● Task to carry out
The answer is all of the data repeated exactly, with each picture omitted.

(Collected data)
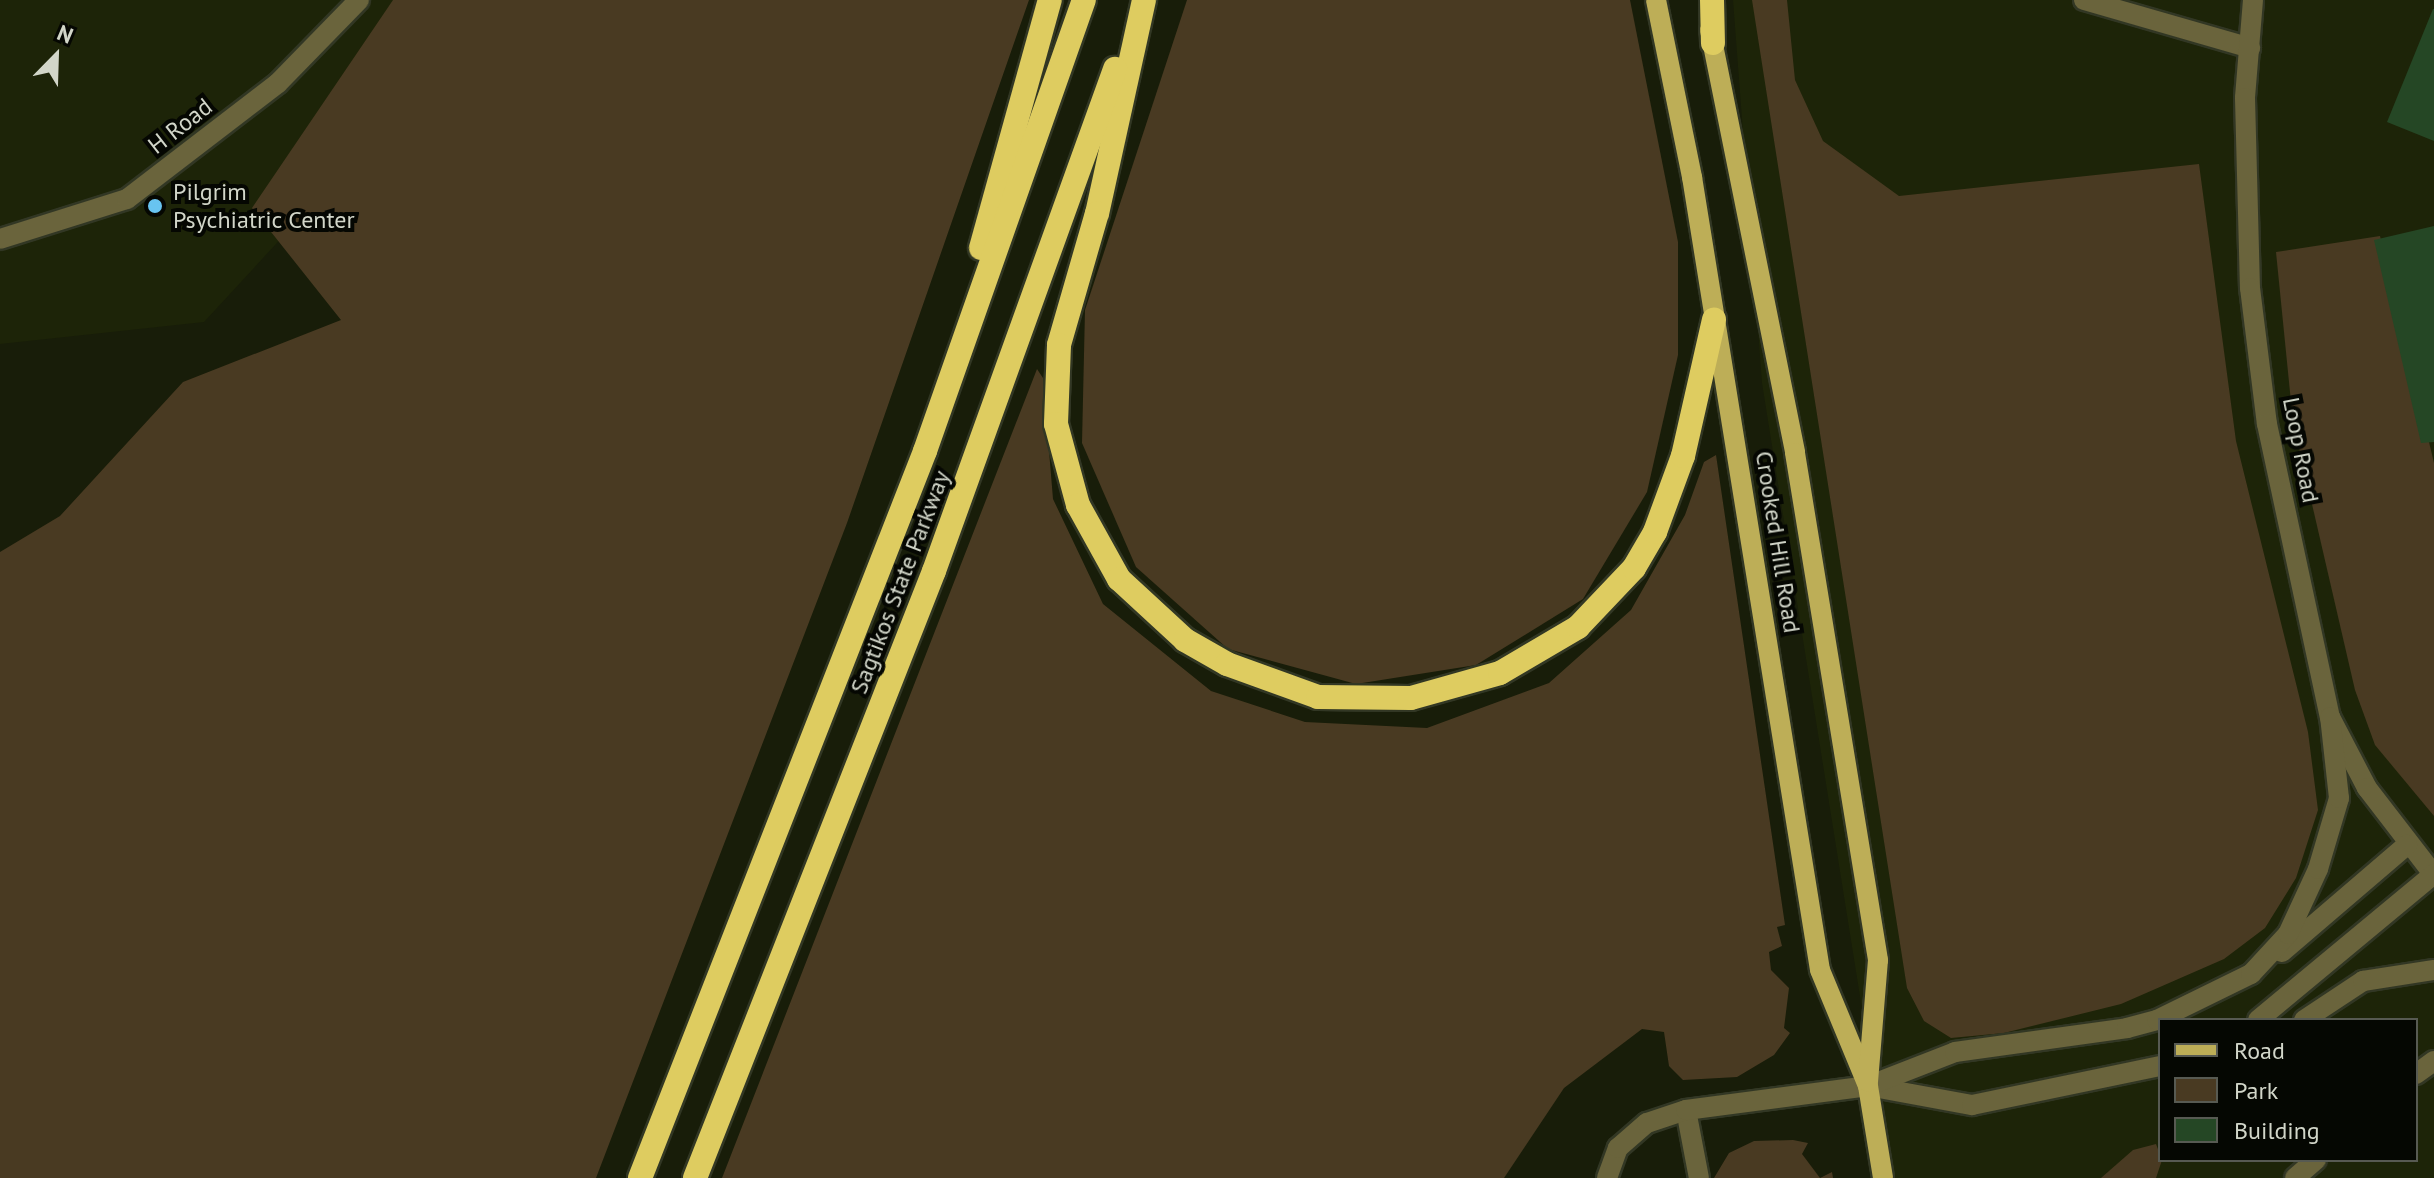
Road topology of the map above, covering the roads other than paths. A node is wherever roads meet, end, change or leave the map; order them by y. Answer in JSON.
{"nodes":[{"id":1,"x":359,"y":0,"type":"edge"},
{"id":2,"x":1050,"y":0,"type":"edge"},
{"id":3,"x":1084,"y":0,"type":"edge"},
{"id":4,"x":1142,"y":0,"type":"edge"},
{"id":5,"x":1656,"y":0,"type":"edge"},
{"id":6,"x":1704,"y":0,"type":"edge"},
{"id":7,"x":1712,"y":0,"type":"edge"},
{"id":8,"x":2084,"y":0,"type":"edge"},
{"id":9,"x":2253,"y":0,"type":"edge"},
{"id":10,"x":1713,"y":43,"type":"junction"},
{"id":11,"x":2250,"y":48,"type":"junction"},
{"id":12,"x":0,"y":239,"type":"edge"},
{"id":13,"x":1714,"y":319,"type":"junction"},
{"id":14,"x":925,"y":451,"type":"junction"},
{"id":15,"x":2330,"y":717,"type":"junction"},
{"id":16,"x":2407,"y":845,"type":"junction"},
{"id":17,"x":2434,"y":874,"type":"edge"},
{"id":18,"x":2434,"y":970,"type":"edge"},
{"id":19,"x":2251,"y":974,"type":"junction"},
{"id":20,"x":2161,"y":1018,"type":"edge"},
{"id":21,"x":2260,"y":1018,"type":"edge"},
{"id":22,"x":2307,"y":1018,"type":"edge"},
{"id":23,"x":2158,"y":1020,"type":"edge"},
{"id":24,"x":2158,"y":1066,"type":"edge"},
{"id":25,"x":1868,"y":1086,"type":"junction"},
{"id":26,"x":1686,"y":1110,"type":"junction"},
{"id":27,"x":2314,"y":1162,"type":"edge"},
{"id":28,"x":640,"y":1178,"type":"edge"},
{"id":29,"x":695,"y":1178,"type":"edge"},
{"id":30,"x":1607,"y":1178,"type":"edge"},
{"id":31,"x":1699,"y":1178,"type":"edge"},
{"id":32,"x":1883,"y":1178,"type":"edge"},
{"id":33,"x":2295,"y":1178,"type":"edge"}],
"edges":[{"from":1,"to":12,"type":"street","name":"H Road"},
{"from":2,"to":14,"type":"highway"},
{"from":3,"to":14,"type":"highway","name":"Sagtikos State Parkway"},
{"from":4,"to":13,"type":"highway"},
{"from":4,"to":29,"type":"highway","name":"Sagtikos State Parkway"},
{"from":5,"to":13,"type":"main road","name":"Crooked Hill Road"},
{"from":6,"to":10,"type":"main road","name":"Crooked Hill Road"},
{"from":7,"to":10,"type":"highway"},
{"from":8,"to":11,"type":"street"},
{"from":9,"to":11,"type":"street","name":"Loop Road"},
{"from":10,"to":25,"type":"main road","name":"Crooked Hill Road"},
{"from":11,"to":15,"type":"street","name":"Loop Road"},
{"from":13,"to":25,"type":"main road","name":"Crooked Hill Road"},
{"from":14,"to":28,"type":"highway","name":"Sagtikos State Parkway"},
{"from":15,"to":16,"type":"street","name":"Loop Road"},
{"from":15,"to":19,"type":"street"},
{"from":16,"to":17,"type":"street","name":"Loop Road"},
{"from":16,"to":19,"type":"street"},
{"from":17,"to":21,"type":"street"},
{"from":18,"to":22,"type":"street"},
{"from":19,"to":20,"type":"street"},
{"from":23,"to":25,"type":"street"},
{"from":24,"to":25,"type":"street"},
{"from":25,"to":26,"type":"street"},
{"from":25,"to":32,"type":"main road","name":"Crooked Hill Road"},
{"from":26,"to":30,"type":"street"},
{"from":26,"to":31,"type":"street"},
{"from":27,"to":33,"type":"street"}]}
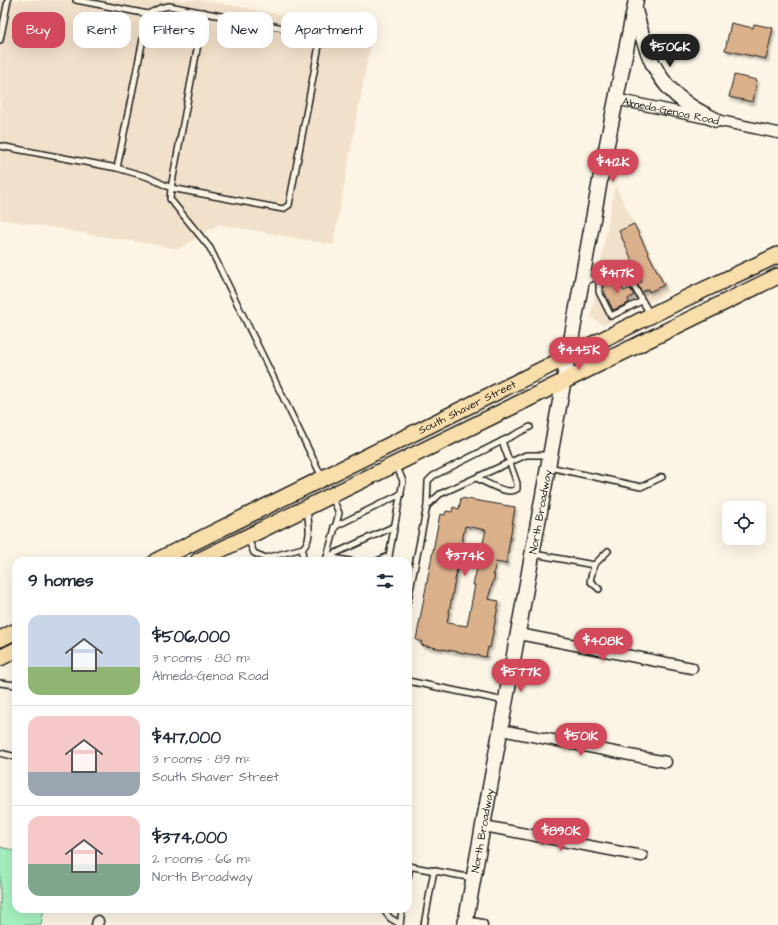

● Result of this exercise
Road topology of the map above, covering the roads other than paths. A node is wherever roads meet, end, change or leave the map; order them by y. Answer in JSON.
{"nodes":[{"id":1,"x":359,"y":0,"type":"edge"},
{"id":2,"x":1050,"y":0,"type":"edge"},
{"id":3,"x":1084,"y":0,"type":"edge"},
{"id":4,"x":1142,"y":0,"type":"edge"},
{"id":5,"x":1656,"y":0,"type":"edge"},
{"id":6,"x":1704,"y":0,"type":"edge"},
{"id":7,"x":1712,"y":0,"type":"edge"},
{"id":8,"x":2084,"y":0,"type":"edge"},
{"id":9,"x":2253,"y":0,"type":"edge"},
{"id":10,"x":1713,"y":43,"type":"junction"},
{"id":11,"x":2250,"y":48,"type":"junction"},
{"id":12,"x":0,"y":239,"type":"edge"},
{"id":13,"x":1714,"y":319,"type":"junction"},
{"id":14,"x":925,"y":451,"type":"junction"},
{"id":15,"x":2330,"y":717,"type":"junction"},
{"id":16,"x":2407,"y":845,"type":"junction"},
{"id":17,"x":2434,"y":874,"type":"edge"},
{"id":18,"x":2434,"y":970,"type":"edge"},
{"id":19,"x":2251,"y":974,"type":"junction"},
{"id":20,"x":2161,"y":1018,"type":"edge"},
{"id":21,"x":2260,"y":1018,"type":"edge"},
{"id":22,"x":2307,"y":1018,"type":"edge"},
{"id":23,"x":2158,"y":1020,"type":"edge"},
{"id":24,"x":2158,"y":1066,"type":"edge"},
{"id":25,"x":1868,"y":1086,"type":"junction"},
{"id":26,"x":1686,"y":1110,"type":"junction"},
{"id":27,"x":2314,"y":1162,"type":"edge"},
{"id":28,"x":640,"y":1178,"type":"edge"},
{"id":29,"x":695,"y":1178,"type":"edge"},
{"id":30,"x":1607,"y":1178,"type":"edge"},
{"id":31,"x":1699,"y":1178,"type":"edge"},
{"id":32,"x":1883,"y":1178,"type":"edge"},
{"id":33,"x":2295,"y":1178,"type":"edge"}],
"edges":[{"from":1,"to":12,"type":"street","name":"H Road"},
{"from":2,"to":14,"type":"highway"},
{"from":3,"to":14,"type":"highway","name":"Sagtikos State Parkway"},
{"from":4,"to":13,"type":"highway"},
{"from":4,"to":29,"type":"highway","name":"Sagtikos State Parkway"},
{"from":5,"to":13,"type":"main road","name":"Crooked Hill Road"},
{"from":6,"to":10,"type":"main road","name":"Crooked Hill Road"},
{"from":7,"to":10,"type":"highway"},
{"from":8,"to":11,"type":"street"},
{"from":9,"to":11,"type":"street","name":"Loop Road"},
{"from":10,"to":25,"type":"main road","name":"Crooked Hill Road"},
{"from":11,"to":15,"type":"street","name":"Loop Road"},
{"from":13,"to":25,"type":"main road","name":"Crooked Hill Road"},
{"from":14,"to":28,"type":"highway","name":"Sagtikos State Parkway"},
{"from":15,"to":16,"type":"street","name":"Loop Road"},
{"from":15,"to":19,"type":"street"},
{"from":16,"to":17,"type":"street","name":"Loop Road"},
{"from":16,"to":19,"type":"street"},
{"from":17,"to":21,"type":"street"},
{"from":18,"to":22,"type":"street"},
{"from":19,"to":20,"type":"street"},
{"from":23,"to":25,"type":"street"},
{"from":24,"to":25,"type":"street"},
{"from":25,"to":26,"type":"street"},
{"from":25,"to":32,"type":"main road","name":"Crooked Hill Road"},
{"from":26,"to":30,"type":"street"},
{"from":26,"to":31,"type":"street"},
{"from":27,"to":33,"type":"street"}]}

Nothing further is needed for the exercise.